In The Narnian, Alan Jacobs wanted to write a biography of C. S. Lewis, but not one that brought out a lot of extraneous details of his life. He wanted to concentrate mainly on what made him “the Narnian” – the intellectual, imaginative, and spiritual developments in Lewis’s life that led to his creating Narnia.
He begins with Lewis’s early life and family: the death of his mother and the fact that afterward “all settled happiness, all that was tranquil and reliable, disappeared from my life”; the imaginary worlds he created with his brother (separately first, then they joined them together), his problems with his father, the solitary days playing alone in his home after his brother went to boarding school. When Lewis’s own turn came for boarding school he didn’t get on very well socially and eventually thrived under a private tutor. Jacobs then progresses through Lewis’s time in the military, in academia, His conversion from atheism, his apologetic writing, his fame as a defender of the faith, and his turning from that genre to children’s stories, and closes soon after telling of the end of Lewis’s life.

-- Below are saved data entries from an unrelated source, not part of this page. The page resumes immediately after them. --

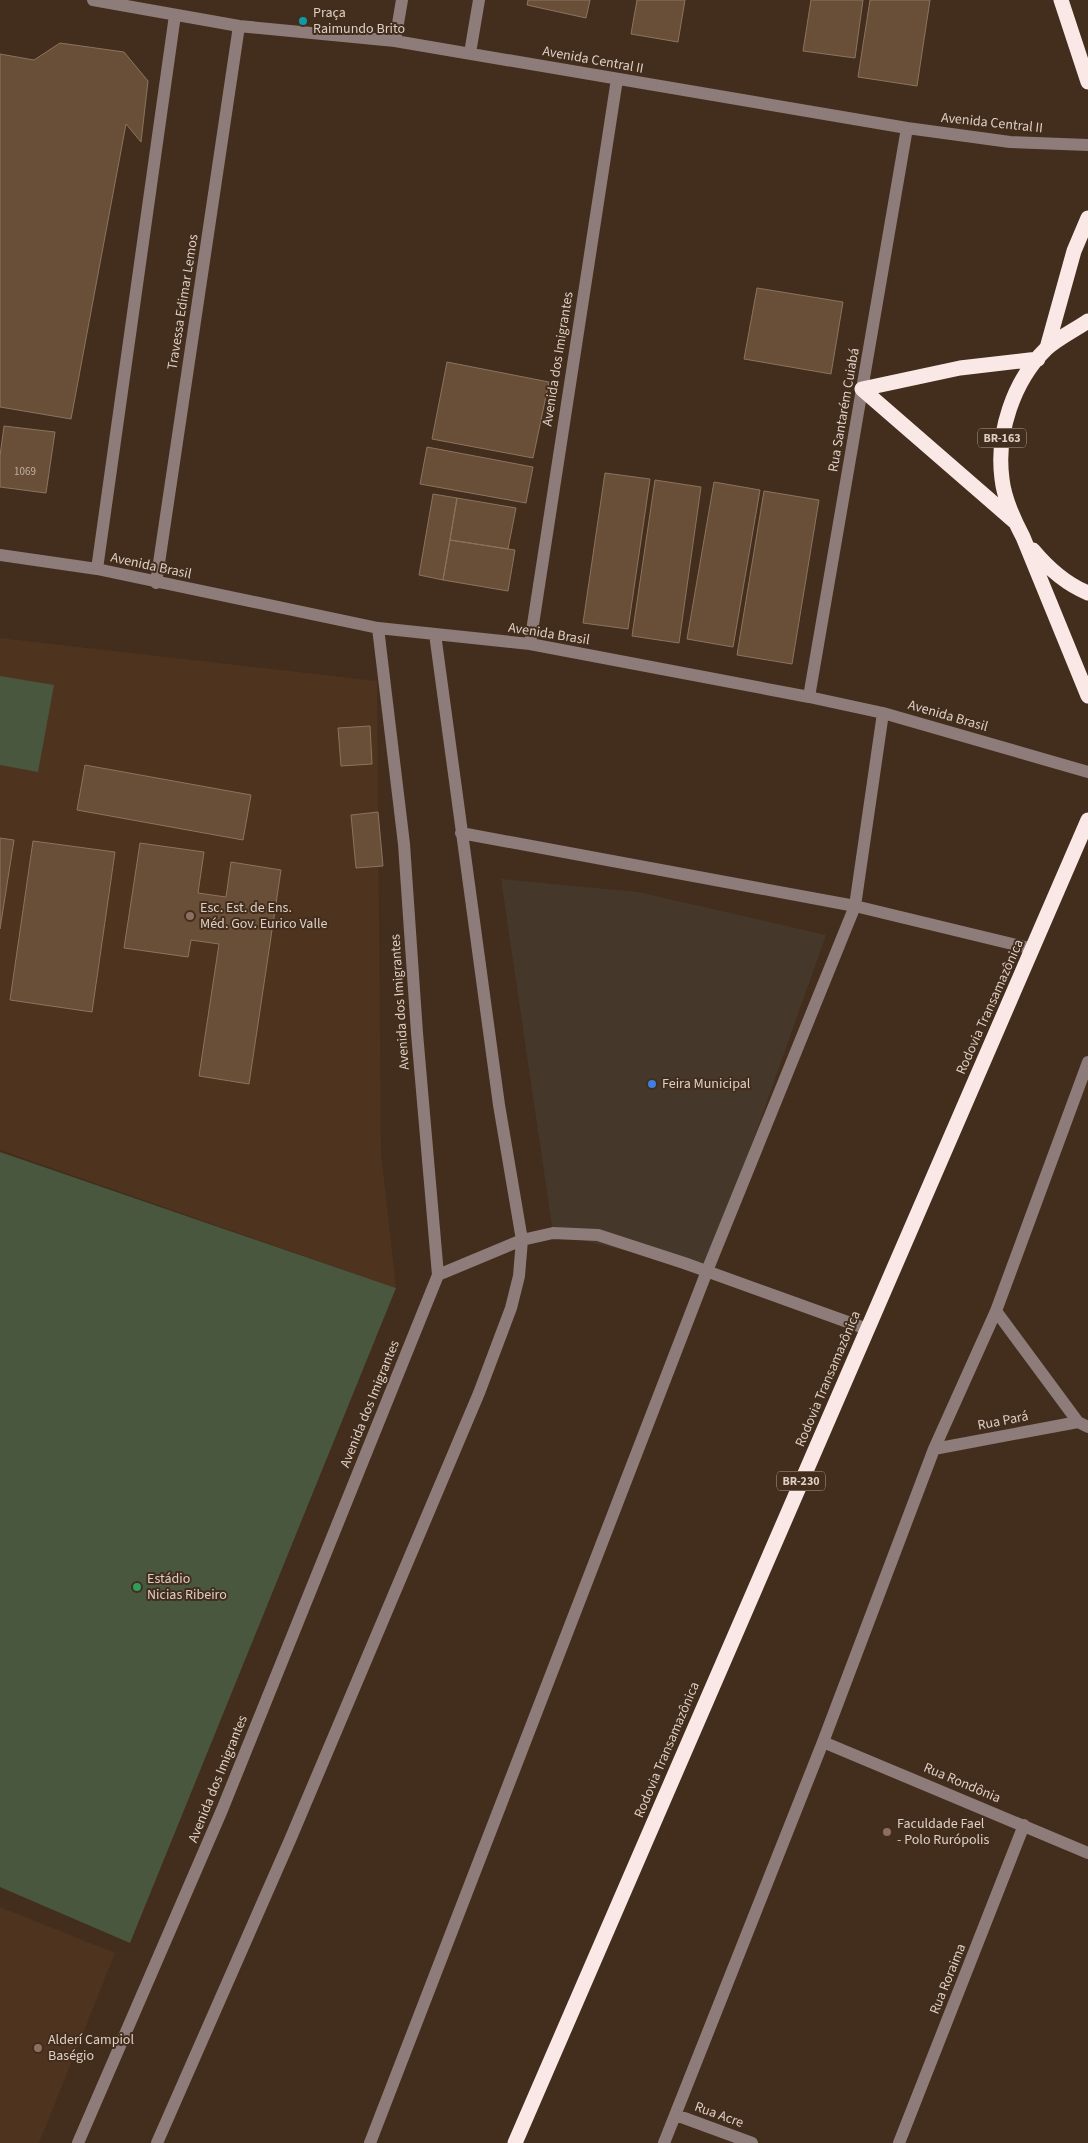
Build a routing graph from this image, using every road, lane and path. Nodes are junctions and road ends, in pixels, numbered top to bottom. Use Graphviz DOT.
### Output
graph roads {
  1 [pos="93,0"];
  2 [pos="402,0"];
  3 [pos="479,0"];
  4 [pos="1061,0"];
  5 [pos="175,15"];
  6 [pos="239,26"];
  7 [pos="396,41"];
  8 [pos="470,54"];
  9 [pos="617,79"];
  10 [pos="1088,82"];
  11 [pos="907,128"];
  12 [pos="1088,145"];
  13 [pos="1088,218"];
  14 [pos="1088,321"];
  15 [pos="1042,353"];
  16 [pos="862,389"];
  17 [pos="1014,522"];
  18 [pos="1023,537"];
  19 [pos="0,555"];
  20 [pos="96,569"];
  21 [pos="156,582"];
  22 [pos="1088,593"];
  23 [pos="378,628"];
  24 [pos="435,634"];
  25 [pos="530,644"];
  26 [pos="1088,696"];
  27 [pos="809,697"];
  28 [pos="883,713"];
  29 [pos="1088,772"];
  30 [pos="1088,820"];
  31 [pos="461,833"];
  32 [pos="855,906"];
  33 [pos="1033,949"];
  34 [pos="1088,1062"];
  35 [pos="522,1240"];
  36 [pos="707,1271"];
  37 [pos="438,1275"];
  38 [pos="996,1311"];
  39 [pos="867,1328"];
  40 [pos="1083,1424"];
  41 [pos="934,1449"];
  42 [pos="823,1742"];
  43 [pos="1024,1825"];
  44 [pos="1088,1853"];
  45 [pos="676,2115"];
  46 [pos="78,2143"];
  47 [pos="157,2143"];
  48 [pos="370,2143"];
  49 [pos="516,2143"];
  50 [pos="664,2143"];
  51 [pos="752,2143"];
  52 [pos="899,2143"];
  1 -- 5 [label="street, Avenida Central II"];
  2 -- 7 [label="street"];
  3 -- 8 [label="street"];
  4 -- 10 [label="highway"];
  5 -- 6 [label="street, Avenida Central II"];
  5 -- 20 [label="street"];
  6 -- 7 [label="street, Avenida Central II"];
  6 -- 21 [label="street, Travessa Edimar Lemos"];
  7 -- 8 [label="street, Avenida Central II"];
  8 -- 9 [label="street, Avenida Central II"];
  9 -- 11 [label="street, Avenida Central II"];
  9 -- 25 [label="street, Avenida dos Imigrantes"];
  11 -- 12 [label="street, Avenida Central II"];
  11 -- 16 [label="street, Rua Santarém Cuiabá"];
  13 -- 15 [label="highway, BR-163"];
  14 -- 15 [label="highway"];
  15 -- 16 [label="highway"];
  15 -- 17 [label="highway, BR-163"];
  16 -- 17 [label="highway"];
  16 -- 27 [label="street, Rua Santarém Cuiabá"];
  17 -- 18 [label="highway, BR-163"];
  18 -- 22 [label="highway, BR-163"];
  18 -- 26 [label="highway"];
  19 -- 20 [label="street, Avenida Brasil"];
  20 -- 21 [label="street, Avenida Brasil"];
  21 -- 23 [label="street, Avenida Brasil"];
  23 -- 24 [label="street, Avenida Brasil"];
  23 -- 37 [label="street, Avenida dos Imigrantes"];
  24 -- 25 [label="street, Avenida Brasil"];
  24 -- 31 [label="street"];
  25 -- 27 [label="street, Avenida Brasil"];
  27 -- 28 [label="street, Avenida Brasil"];
  28 -- 29 [label="street, Avenida Brasil"];
  28 -- 32 [label="street"];
  30 -- 33 [label="highway, Rodovia Transamazônica / BR-230"];
  31 -- 32 [label="street"];
  31 -- 35 [label="street"];
  32 -- 33 [label="street"];
  32 -- 36 [label="street"];
  33 -- 39 [label="highway, Rodovia Transamazônica / BR-230"];
  34 -- 38 [label="street"];
  35 -- 36 [label="street"];
  35 -- 37 [label="street"];
  35 -- 47 [label="street"];
  36 -- 39 [label="street"];
  36 -- 48 [label="street"];
  37 -- 46 [label="street, Avenida dos Imigrantes"];
  38 -- 40 [label="street, Rua Pará"];
  38 -- 41 [label="street"];
  39 -- 49 [label="highway, Rodovia Transamazônica / BR-230"];
  40 -- 41 [label="street, Rua Pará"];
  41 -- 42 [label="street"];
  42 -- 43 [label="street, Rua Rondônia"];
  42 -- 45 [label="street"];
  43 -- 44 [label="street, Rua Rondônia"];
  43 -- 52 [label="street, Rua Roraima"];
  45 -- 50 [label="street"];
  45 -- 51 [label="street, Rua Acre"];
}
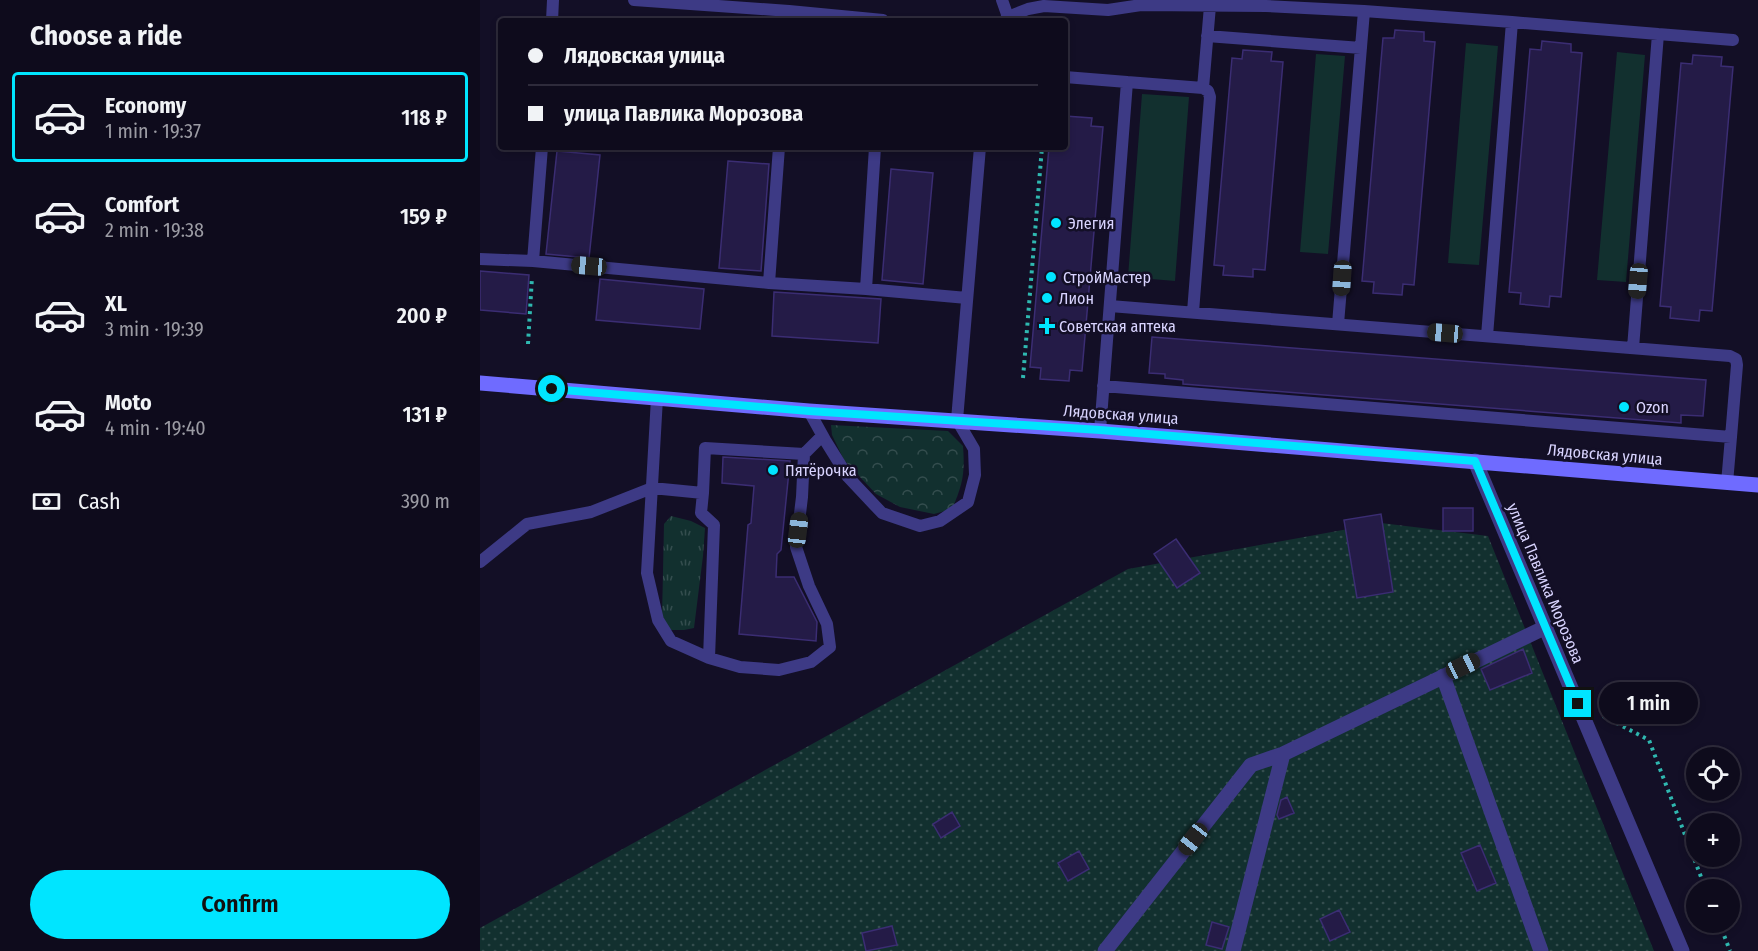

Along the way he pulls up information from Lewis’s published writings, letters, diaries, and other people’s letters, diaries, comments, and a few other people’s biographies of him.
I didn’t “discover” Lewis until in my early 40s (I know, how did that happen? My education was definitely deficient!) Some time after my first reading of The Lion, the Witch, and the Wardrobe, I read a biography of Lewis, but I don’t remember which one. I’m thinking it must have been one geared to children, because his childhood is what I mostly remembered from it, but then maybe that’s just due to a faulty memory. At any rate, I enjoyed being reminded of elements I knew and then learning new details of his older life.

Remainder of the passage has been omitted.